[Opening The data section]
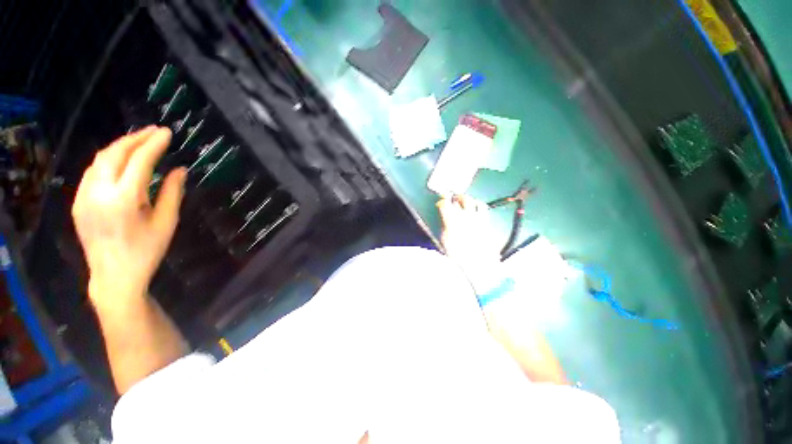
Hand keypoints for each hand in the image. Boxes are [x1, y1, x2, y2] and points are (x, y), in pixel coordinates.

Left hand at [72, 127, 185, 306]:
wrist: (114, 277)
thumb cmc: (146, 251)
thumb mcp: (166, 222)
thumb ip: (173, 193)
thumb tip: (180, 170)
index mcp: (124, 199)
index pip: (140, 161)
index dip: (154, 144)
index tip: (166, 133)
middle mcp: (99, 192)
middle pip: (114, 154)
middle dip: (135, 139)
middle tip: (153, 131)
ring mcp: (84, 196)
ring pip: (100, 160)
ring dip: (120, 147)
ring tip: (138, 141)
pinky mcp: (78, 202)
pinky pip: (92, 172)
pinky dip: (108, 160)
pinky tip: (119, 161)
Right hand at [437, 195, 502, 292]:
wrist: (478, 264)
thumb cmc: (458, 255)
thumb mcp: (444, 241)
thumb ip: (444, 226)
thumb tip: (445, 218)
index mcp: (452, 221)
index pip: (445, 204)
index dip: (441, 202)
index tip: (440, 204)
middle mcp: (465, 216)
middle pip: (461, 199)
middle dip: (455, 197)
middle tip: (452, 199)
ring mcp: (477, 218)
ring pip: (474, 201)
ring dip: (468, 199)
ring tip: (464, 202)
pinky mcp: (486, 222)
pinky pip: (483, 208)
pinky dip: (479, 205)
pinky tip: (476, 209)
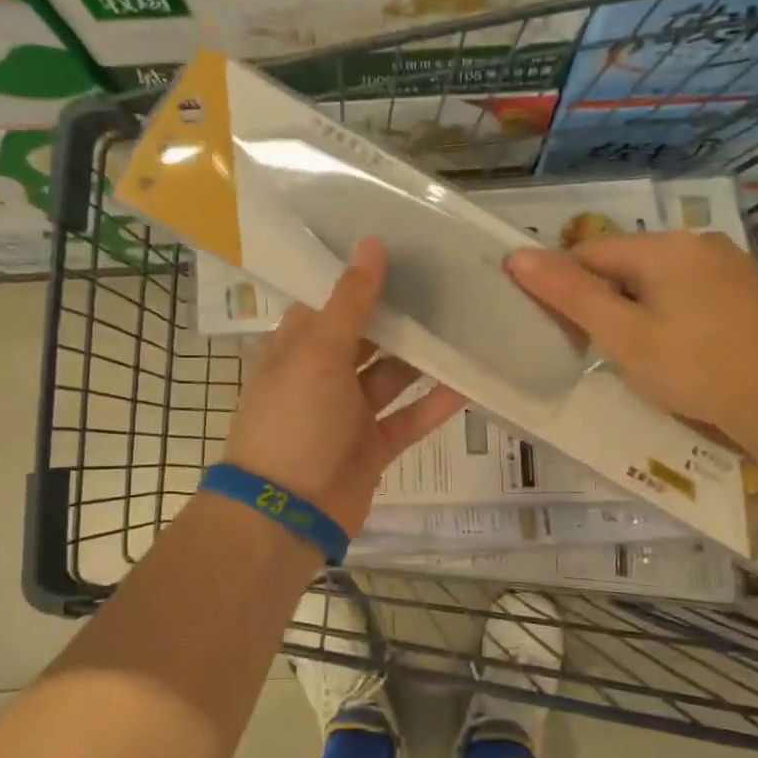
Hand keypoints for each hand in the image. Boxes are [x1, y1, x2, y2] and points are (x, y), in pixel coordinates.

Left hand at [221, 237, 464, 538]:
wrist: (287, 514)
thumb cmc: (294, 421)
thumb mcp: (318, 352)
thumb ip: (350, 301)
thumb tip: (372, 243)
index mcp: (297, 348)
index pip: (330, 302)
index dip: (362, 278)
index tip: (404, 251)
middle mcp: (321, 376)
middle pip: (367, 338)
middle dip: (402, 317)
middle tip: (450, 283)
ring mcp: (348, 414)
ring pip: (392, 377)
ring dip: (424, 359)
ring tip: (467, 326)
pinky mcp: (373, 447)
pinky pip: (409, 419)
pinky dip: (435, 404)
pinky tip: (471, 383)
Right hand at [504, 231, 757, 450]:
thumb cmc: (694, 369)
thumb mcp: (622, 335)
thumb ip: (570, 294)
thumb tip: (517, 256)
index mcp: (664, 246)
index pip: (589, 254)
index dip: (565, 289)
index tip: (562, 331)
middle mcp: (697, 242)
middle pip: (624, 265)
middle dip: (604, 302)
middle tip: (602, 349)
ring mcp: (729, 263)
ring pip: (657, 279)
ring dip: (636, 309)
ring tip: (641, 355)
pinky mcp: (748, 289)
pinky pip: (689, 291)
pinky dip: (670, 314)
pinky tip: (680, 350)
[Closing The data section]
Up to and including the line that contains "middle dip: (402, 317)", print the records above exactly from their first line, without any pictures.

Hand keypoints for each hand in the image. Boxes are [x1, y1, x2, y2] and points are (x, y), in pixel coordinates.

Left hand at [72, 127, 185, 306]:
wrist: (114, 277)
thumb cmc: (146, 251)
thumb mcp: (166, 222)
thumb ip: (173, 193)
thumb tip: (180, 170)
index mcp: (124, 199)
index pip: (140, 161)
index dip: (154, 144)
index tip: (166, 133)
middle mcp: (99, 192)
middle pip: (114, 154)
middle dip: (135, 139)
middle tip: (153, 131)
ring mcp: (84, 196)
ring pip: (100, 160)
ring dip: (120, 147)
ring tip: (138, 141)
pinky mcp: (78, 202)
pinky pip: (92, 172)
pinky dip: (108, 160)
pinky tip: (119, 161)
Right hand at [437, 195, 502, 292]:
wrist: (478, 264)
thumb cmc: (458, 255)
thumb mcp: (444, 241)
thumb ip: (444, 226)
thumb tip: (445, 218)
index mcp: (452, 221)
index pip: (445, 204)
index dip: (441, 202)
index tip: (440, 204)
middle mcp: (465, 216)
middle pip: (461, 199)
middle dip: (455, 197)
middle tip: (452, 199)
ring mcp: (477, 218)
ring pip: (474, 201)
ring dip: (468, 199)
ring tip: (464, 202)
pinky mcp: (486, 222)
pinky pip: (483, 208)
pinky dip: (479, 205)
pinky tip: (476, 209)
Hand keypoints for each hand in the image. Boxes are [x1, y1, x2, y2] and points are (x, y), in pixel coordinates.

Left hand at [221, 237, 464, 538]:
wrist: (287, 514)
thumb cmc: (294, 421)
thumb mcp: (318, 352)
thumb ip: (350, 301)
thumb tip: (372, 243)
index mcp: (297, 348)
index pip: (330, 302)
index dip: (362, 278)
index tip: (404, 251)
middle mcp: (321, 376)
middle pip: (367, 338)
middle dip: (402, 317)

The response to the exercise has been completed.